- **RECORDS SHOWN**
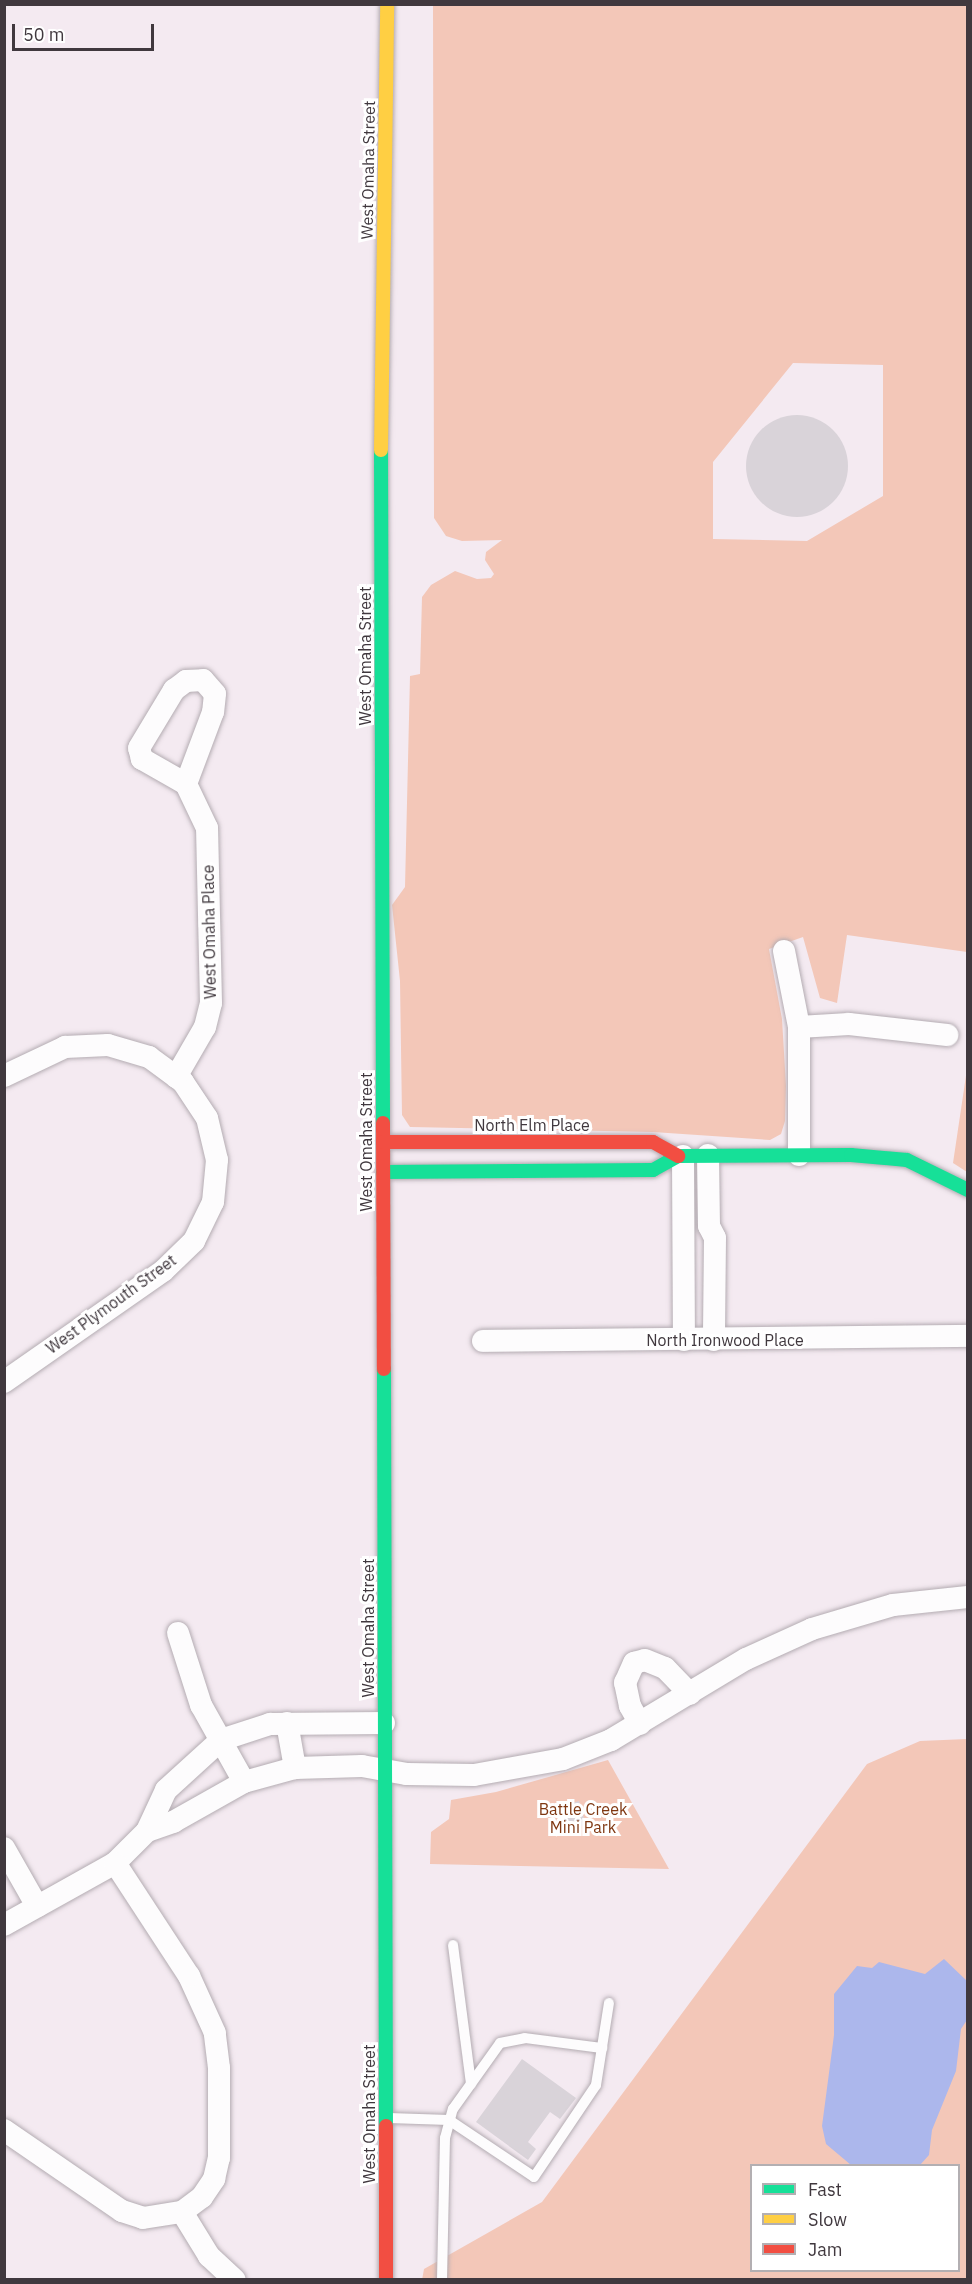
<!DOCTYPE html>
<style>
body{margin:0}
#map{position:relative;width:972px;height:2284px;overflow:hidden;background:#f4eaf1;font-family:"IBM Plex Sans",sans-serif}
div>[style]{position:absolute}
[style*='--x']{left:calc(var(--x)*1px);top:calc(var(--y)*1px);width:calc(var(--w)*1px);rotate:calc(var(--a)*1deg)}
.green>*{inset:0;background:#f3c7b8}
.water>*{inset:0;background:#acb7ec}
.building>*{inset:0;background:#d9d3d9}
.round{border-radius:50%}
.roads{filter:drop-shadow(0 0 2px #b4acb2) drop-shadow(0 0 2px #b4acb2)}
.lane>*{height:10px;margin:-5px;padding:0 5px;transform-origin:5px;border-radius:5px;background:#fdfcfd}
.street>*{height:22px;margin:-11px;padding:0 11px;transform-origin:11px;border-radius:11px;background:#fdfcfd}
.fast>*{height:14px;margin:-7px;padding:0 7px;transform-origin:7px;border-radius:7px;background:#16e098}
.slow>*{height:14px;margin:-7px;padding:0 7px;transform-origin:7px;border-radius:7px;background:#ffcf43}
.jam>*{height:14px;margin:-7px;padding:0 7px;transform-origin:7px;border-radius:7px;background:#f24e42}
span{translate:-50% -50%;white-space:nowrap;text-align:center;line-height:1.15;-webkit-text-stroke:6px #fff;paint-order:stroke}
.street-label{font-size:16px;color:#40383e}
.park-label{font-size:16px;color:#7f3711}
.frame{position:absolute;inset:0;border:6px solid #40383e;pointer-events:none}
.legend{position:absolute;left:750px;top:2164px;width:210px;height:108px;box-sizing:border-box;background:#fff;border:2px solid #b3afb2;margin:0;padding:8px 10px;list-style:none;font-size:18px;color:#40383e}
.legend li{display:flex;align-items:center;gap:12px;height:30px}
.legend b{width:30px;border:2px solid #b3afb2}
.scale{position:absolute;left:12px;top:24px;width:142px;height:27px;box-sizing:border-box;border:3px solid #40383e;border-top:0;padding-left:8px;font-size:18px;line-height:21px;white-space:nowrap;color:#40383e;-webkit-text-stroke:4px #fff;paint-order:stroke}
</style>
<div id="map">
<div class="green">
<div style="clip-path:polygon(evenodd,433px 5px,967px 5px,967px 952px,847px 935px,837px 1003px,820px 998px,803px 937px,769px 949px,782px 1019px,786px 1086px,785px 1121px,781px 1134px,770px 1140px,653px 1132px,410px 1127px,402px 1115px,400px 981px,392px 905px,405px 887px,410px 676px,420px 674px,422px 597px,431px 585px,455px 571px,477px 579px,491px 578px,494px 574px,485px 560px,486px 552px,502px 540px,462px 541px,446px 536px,434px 518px,433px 5px,793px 363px,883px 365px,883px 496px,807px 541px,713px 539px,713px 462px,793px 363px)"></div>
<div style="clip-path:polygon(967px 1069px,967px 1172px,953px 1163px)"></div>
<div style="clip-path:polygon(evenodd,967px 1739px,967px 2279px,422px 2280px,424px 2269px,542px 2202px,867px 1764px,920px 1741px,967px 1739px,752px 2166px,958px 2166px,958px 2270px,752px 2270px,752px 2166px)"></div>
<div style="clip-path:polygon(608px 1760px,669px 1869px,430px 1864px,431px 1832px,449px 1819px,451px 1800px,496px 1792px)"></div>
</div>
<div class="water">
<div style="clip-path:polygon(944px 1959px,967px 1981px,967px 2020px,961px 2029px,956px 2071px,932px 2130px,929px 2155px,920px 2165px,851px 2165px,826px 2144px,822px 2126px,834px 2035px,834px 1994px,857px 1966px,872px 1968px,879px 1962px,925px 1974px)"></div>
</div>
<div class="building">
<div class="round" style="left:746px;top:415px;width:102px;height:102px"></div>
<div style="clip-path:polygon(579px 1801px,586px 1825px,562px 1832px,555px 1808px)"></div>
<div style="clip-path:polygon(522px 2059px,576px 2098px,560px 2119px,550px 2112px,528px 2142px,536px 2149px,528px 2160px,476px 2122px)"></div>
</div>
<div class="roads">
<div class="lane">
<div style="--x:453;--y:1945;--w:140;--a:82.6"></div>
<div style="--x:389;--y:2118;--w:60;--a:1.9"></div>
<div style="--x:449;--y:2120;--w:102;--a:33.8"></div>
<div style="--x:534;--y:2177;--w:111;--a:-56"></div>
<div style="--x:596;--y:2085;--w:83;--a:-81"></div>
<div style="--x:442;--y:2280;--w:142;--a:-88.8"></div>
<div style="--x:445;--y:2138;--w:30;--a:-75"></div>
<div style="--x:453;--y:2109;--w:81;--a:-54.5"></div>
<div style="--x:500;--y:2043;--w:25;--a:-11"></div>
<div style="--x:525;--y:2038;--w:78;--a:7.4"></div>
</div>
<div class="street">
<div style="--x:784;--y:951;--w:77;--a:78.8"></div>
<div style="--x:799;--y:1027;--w:128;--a:90"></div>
<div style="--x:799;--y:1027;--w:50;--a:-3.4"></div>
<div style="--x:849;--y:1024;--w:99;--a:6.4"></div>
<div style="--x:4;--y:1076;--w:68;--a:-25.4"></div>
<div style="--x:65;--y:1047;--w:43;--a:-2.7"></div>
<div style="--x:108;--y:1045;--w:43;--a:16.3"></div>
<div style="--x:149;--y:1057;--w:42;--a:36.3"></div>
<div style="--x:183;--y:1082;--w:43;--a:56.3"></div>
<div style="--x:207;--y:1118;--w:43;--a:76.6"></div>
<div style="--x:217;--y:1160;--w:42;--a:95.4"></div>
<div style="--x:213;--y:1202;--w:43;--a:116"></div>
<div style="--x:194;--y:1241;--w:43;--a:135.9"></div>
<div style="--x:163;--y:1271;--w:194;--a:145.1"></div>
<div style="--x:176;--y:1077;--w:58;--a:-59.9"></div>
<div style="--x:205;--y:1027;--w:25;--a:-76"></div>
<div style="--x:211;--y:1003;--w:175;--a:-91.3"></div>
<div style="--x:207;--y:828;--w:49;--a:-115.5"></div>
<div style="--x:186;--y:784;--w:51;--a:-150.4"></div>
<div style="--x:142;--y:759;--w:11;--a:-105"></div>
<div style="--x:139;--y:748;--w:68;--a:-58.9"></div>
<div style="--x:174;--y:690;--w:15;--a:-37"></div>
<div style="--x:186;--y:681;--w:17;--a:-3"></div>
<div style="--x:203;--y:680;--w:18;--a:49"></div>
<div style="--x:215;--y:694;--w:18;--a:96"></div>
<div style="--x:213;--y:712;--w:77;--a:110.6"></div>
<div style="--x:708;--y:1155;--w:71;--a:89.2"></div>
<div style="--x:709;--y:1226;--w:13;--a:63"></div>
<div style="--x:715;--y:1238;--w:102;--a:90.6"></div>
<div style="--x:683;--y:1156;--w:184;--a:89.7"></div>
<div style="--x:483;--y:1341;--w:485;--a:-0.6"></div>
<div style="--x:178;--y:1633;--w:76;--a:72.3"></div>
<div style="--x:201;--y:1705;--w:88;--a:60.8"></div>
<div style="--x:287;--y:1723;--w:46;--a:79.9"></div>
<div style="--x:640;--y:1724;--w:21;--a:-119"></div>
<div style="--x:630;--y:1706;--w:24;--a:-102"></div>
<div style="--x:625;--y:1683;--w:22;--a:-66"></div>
<div style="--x:634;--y:1663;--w:11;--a:-15"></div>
<div style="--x:645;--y:1660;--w:22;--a:22"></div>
<div style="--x:665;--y:1668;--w:36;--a:46"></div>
<div style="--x:147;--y:1831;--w:28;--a:-19"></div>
<div style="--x:173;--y:1822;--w:81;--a:-29.4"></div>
<div style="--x:244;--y:1782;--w:53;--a:-15.4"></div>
<div style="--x:295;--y:1768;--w:67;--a:-1.7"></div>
<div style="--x:362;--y:1766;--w:46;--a:10.1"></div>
<div style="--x:407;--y:1774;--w:67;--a:0.9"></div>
<div style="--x:474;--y:1775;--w:90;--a:-10.2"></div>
<div style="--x:563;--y:1759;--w:52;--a:-21.6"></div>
<div style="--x:611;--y:1740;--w:157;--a:-31"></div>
<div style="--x:746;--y:1659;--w:72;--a:-24.4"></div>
<div style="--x:812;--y:1629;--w:84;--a:-16.5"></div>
<div style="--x:893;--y:1605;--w:75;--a:-6.1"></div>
<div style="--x:4;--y:1848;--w:67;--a:60.4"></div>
<div style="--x:4;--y:1925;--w:127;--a:-29.2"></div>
<div style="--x:115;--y:1863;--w:45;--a:-45"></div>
<div style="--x:147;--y:1831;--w:45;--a:-65.1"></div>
<div style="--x:166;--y:1790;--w:74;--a:-42.3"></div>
<div style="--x:221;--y:1740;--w:52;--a:-18.1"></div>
<div style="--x:270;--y:1724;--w:114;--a:-0.5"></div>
<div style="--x:4;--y:2130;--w:143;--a:34.5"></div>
<div style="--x:122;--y:2211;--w:22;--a:18"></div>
<div style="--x:143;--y:2218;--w:39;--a:-9"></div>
<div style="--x:182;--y:2212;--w:25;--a:-37"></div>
<div style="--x:202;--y:2197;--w:22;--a:-56"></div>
<div style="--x:214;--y:2179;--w:22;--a:-77"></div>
<div style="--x:219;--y:2158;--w:90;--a:-90"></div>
<div style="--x:219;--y:2068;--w:35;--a:-97"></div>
<div style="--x:215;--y:2033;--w:63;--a:-114.5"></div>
<div style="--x:189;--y:1976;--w:135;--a:-123.2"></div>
<div style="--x:182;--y:2212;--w:52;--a:58.5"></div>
<div style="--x:209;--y:2256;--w:35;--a:43"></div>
</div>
<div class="fast">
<div style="--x:381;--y:450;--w:673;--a:89.83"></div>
<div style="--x:383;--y:1172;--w:270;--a:-0.4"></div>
<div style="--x:653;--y:1170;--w:29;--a:-29"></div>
<div style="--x:678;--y:1156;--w:173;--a:-0.3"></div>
<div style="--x:851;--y:1155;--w:56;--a:5.1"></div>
<div style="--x:907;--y:1160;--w:68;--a:26.2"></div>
<div style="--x:384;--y:1369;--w:757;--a:89.85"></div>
</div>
<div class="slow">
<div style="--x:381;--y:450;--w:446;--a:-89.2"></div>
</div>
<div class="jam">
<div style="--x:383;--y:1123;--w:246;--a:89.8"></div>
<div style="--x:383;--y:1142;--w:270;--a:0"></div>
<div style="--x:653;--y:1142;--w:29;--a:29"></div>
<div style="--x:386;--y:2126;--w:154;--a:90"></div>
</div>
</div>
<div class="street-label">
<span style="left:368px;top:170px;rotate:-89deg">West Omaha Street</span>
<span style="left:365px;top:656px;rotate:-90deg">West Omaha Street</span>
<span style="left:209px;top:932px;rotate:-91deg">West Omaha Place</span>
<span style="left:532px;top:1125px">North Elm Place</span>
<span style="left:366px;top:1142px;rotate:-90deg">West Omaha Street</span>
<span style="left:111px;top:1304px;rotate:-36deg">West Plymouth Street</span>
<span style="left:725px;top:1340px">North Ironwood Place</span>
<span style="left:368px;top:1628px;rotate:-90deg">West Omaha Street</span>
<span style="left:369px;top:2114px;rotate:-90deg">West Omaha Street</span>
</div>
<div class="park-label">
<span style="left:583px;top:1818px">Battle Creek<br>Mini Park</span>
</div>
<div class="frame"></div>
<ul class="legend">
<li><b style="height:8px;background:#16e098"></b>Fast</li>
<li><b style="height:8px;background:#ffcf43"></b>Slow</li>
<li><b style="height:8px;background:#f24e42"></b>Jam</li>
</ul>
<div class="scale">50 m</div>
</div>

- **TASK DIRECTIONS**
Determine the number of lines in the data that include the word "roads", and provide that number without comment.

- **SOLUTION**
2